→ Instructions to follow
Search the records for the string "Парковая" and return each line that has it.

→ Given information
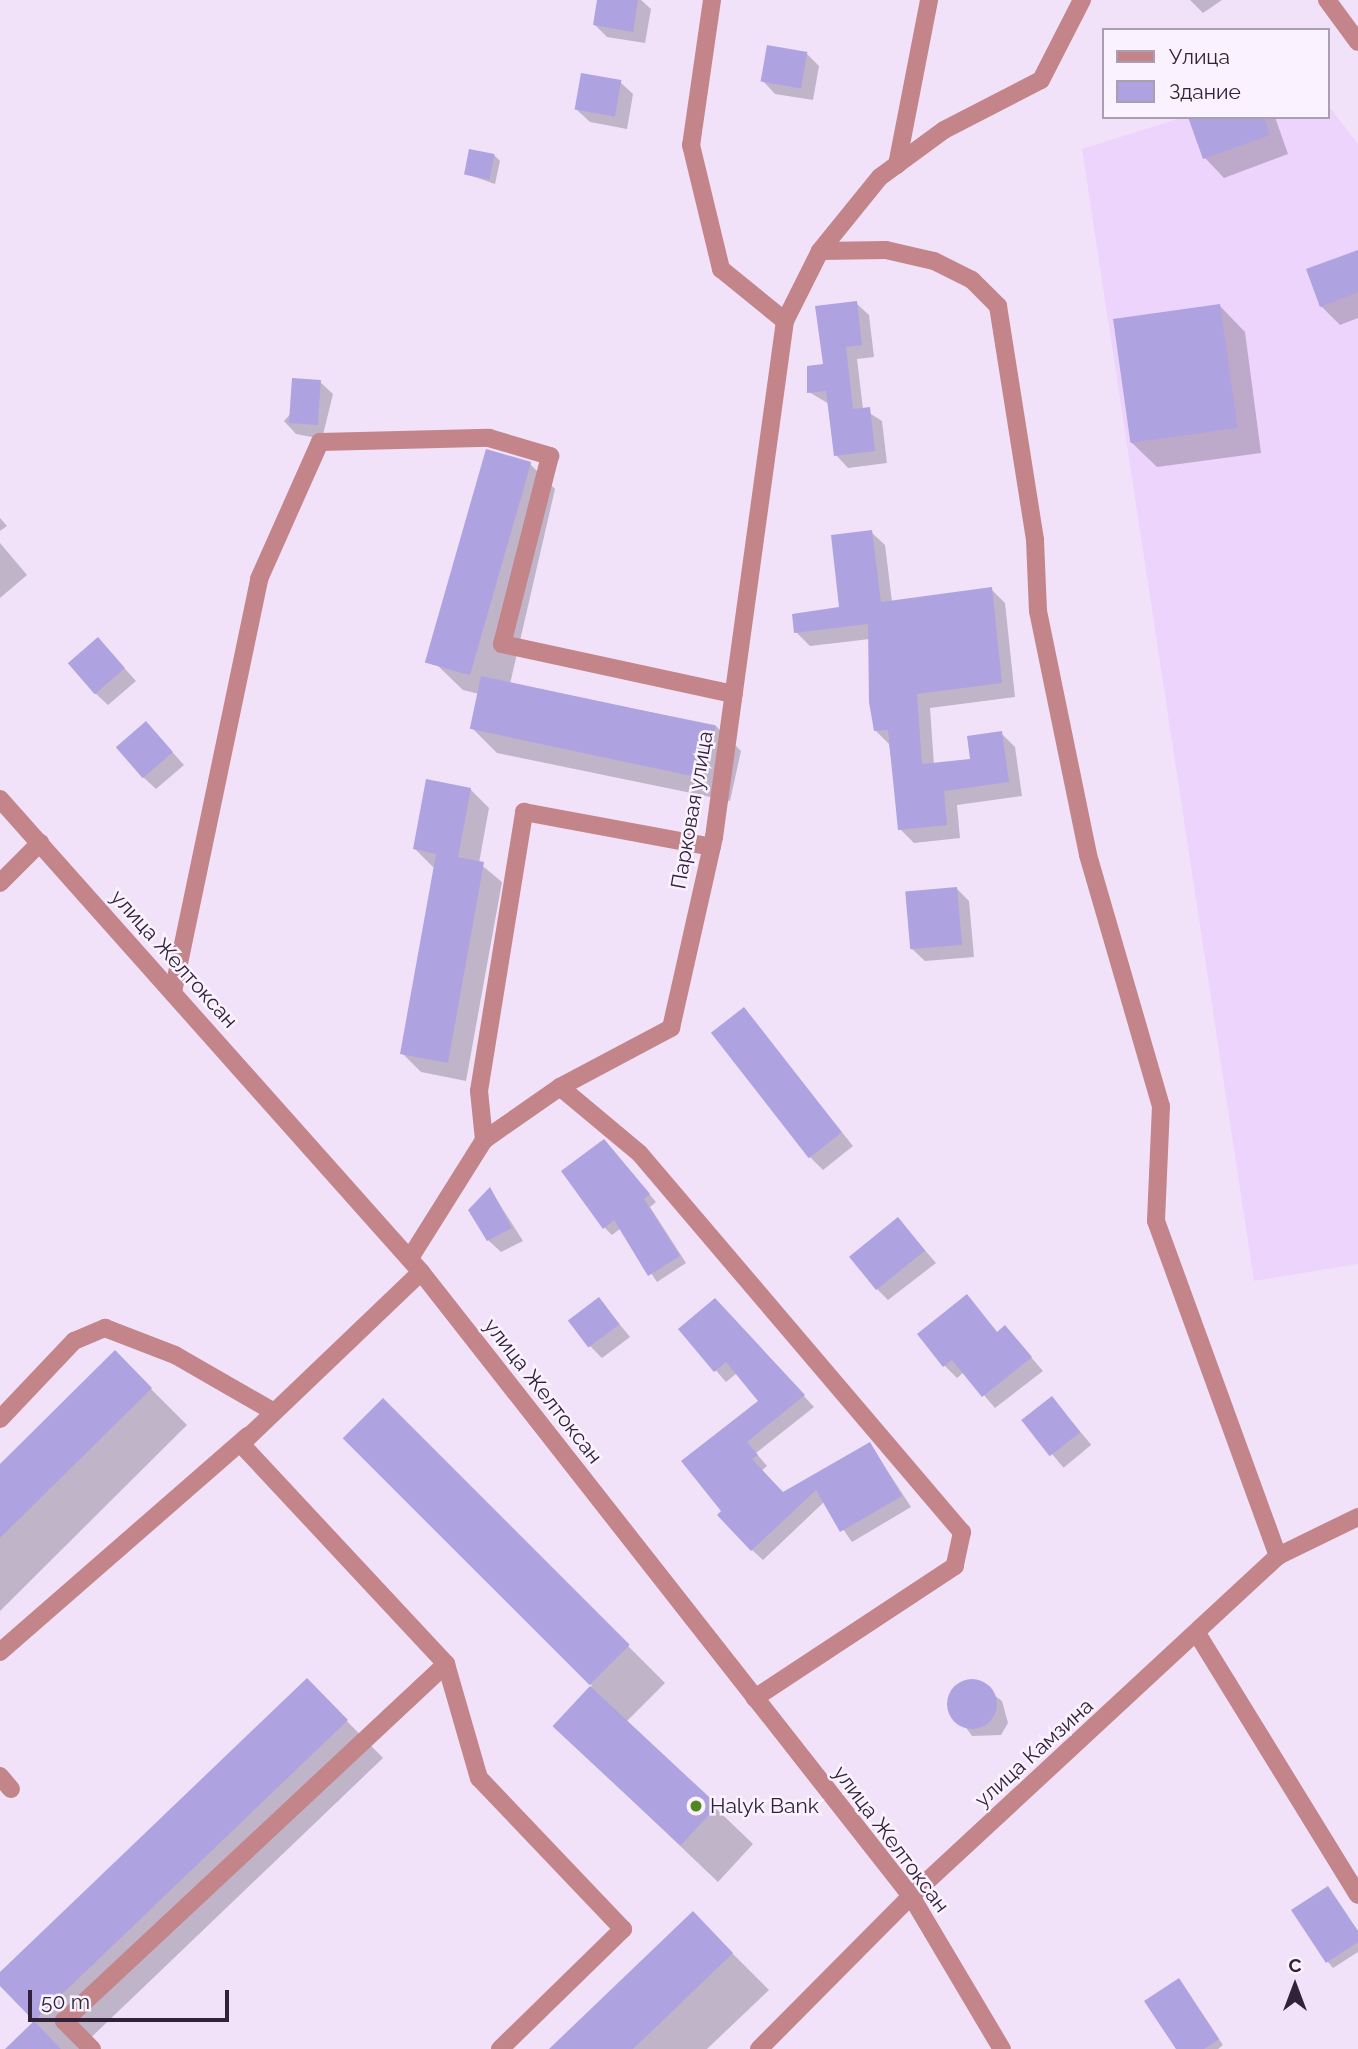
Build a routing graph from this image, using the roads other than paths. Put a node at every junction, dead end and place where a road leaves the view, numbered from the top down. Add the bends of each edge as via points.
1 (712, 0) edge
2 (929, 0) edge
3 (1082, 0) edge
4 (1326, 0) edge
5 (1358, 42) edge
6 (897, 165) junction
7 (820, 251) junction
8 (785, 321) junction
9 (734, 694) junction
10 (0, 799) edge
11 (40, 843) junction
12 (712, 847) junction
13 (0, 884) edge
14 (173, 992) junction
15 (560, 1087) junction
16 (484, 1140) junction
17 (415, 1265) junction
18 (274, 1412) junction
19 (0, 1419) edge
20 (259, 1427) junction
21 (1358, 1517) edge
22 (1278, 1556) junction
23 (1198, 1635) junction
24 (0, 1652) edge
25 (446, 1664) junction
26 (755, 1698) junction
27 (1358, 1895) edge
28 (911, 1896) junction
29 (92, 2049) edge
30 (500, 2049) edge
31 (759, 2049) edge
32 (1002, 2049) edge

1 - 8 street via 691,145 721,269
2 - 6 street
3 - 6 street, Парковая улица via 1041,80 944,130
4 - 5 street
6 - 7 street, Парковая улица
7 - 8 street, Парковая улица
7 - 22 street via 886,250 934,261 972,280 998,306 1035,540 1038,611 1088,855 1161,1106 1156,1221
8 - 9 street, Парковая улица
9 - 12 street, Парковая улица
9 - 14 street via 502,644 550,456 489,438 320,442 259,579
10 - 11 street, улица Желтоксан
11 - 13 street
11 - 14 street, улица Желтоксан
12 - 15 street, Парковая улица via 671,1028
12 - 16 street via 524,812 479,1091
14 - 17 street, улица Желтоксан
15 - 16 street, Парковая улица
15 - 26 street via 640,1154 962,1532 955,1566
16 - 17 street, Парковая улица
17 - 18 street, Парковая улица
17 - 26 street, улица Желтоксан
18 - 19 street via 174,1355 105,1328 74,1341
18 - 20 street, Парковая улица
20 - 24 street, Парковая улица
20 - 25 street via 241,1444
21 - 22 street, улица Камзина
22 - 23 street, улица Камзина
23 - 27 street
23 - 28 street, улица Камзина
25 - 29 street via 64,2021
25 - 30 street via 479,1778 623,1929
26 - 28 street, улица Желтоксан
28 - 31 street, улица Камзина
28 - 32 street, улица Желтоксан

→ Answer section
3 - 6 street, Парковая улица via 1041,80 944,130
6 - 7 street, Парковая улица
7 - 8 street, Парковая улица
8 - 9 street, Парковая улица
9 - 12 street, Парковая улица
12 - 15 street, Парковая улица via 671,1028
15 - 16 street, Парковая улица
16 - 17 street, Парковая улица
17 - 18 street, Парковая улица
18 - 20 street, Парковая улица
20 - 24 street, Парковая улица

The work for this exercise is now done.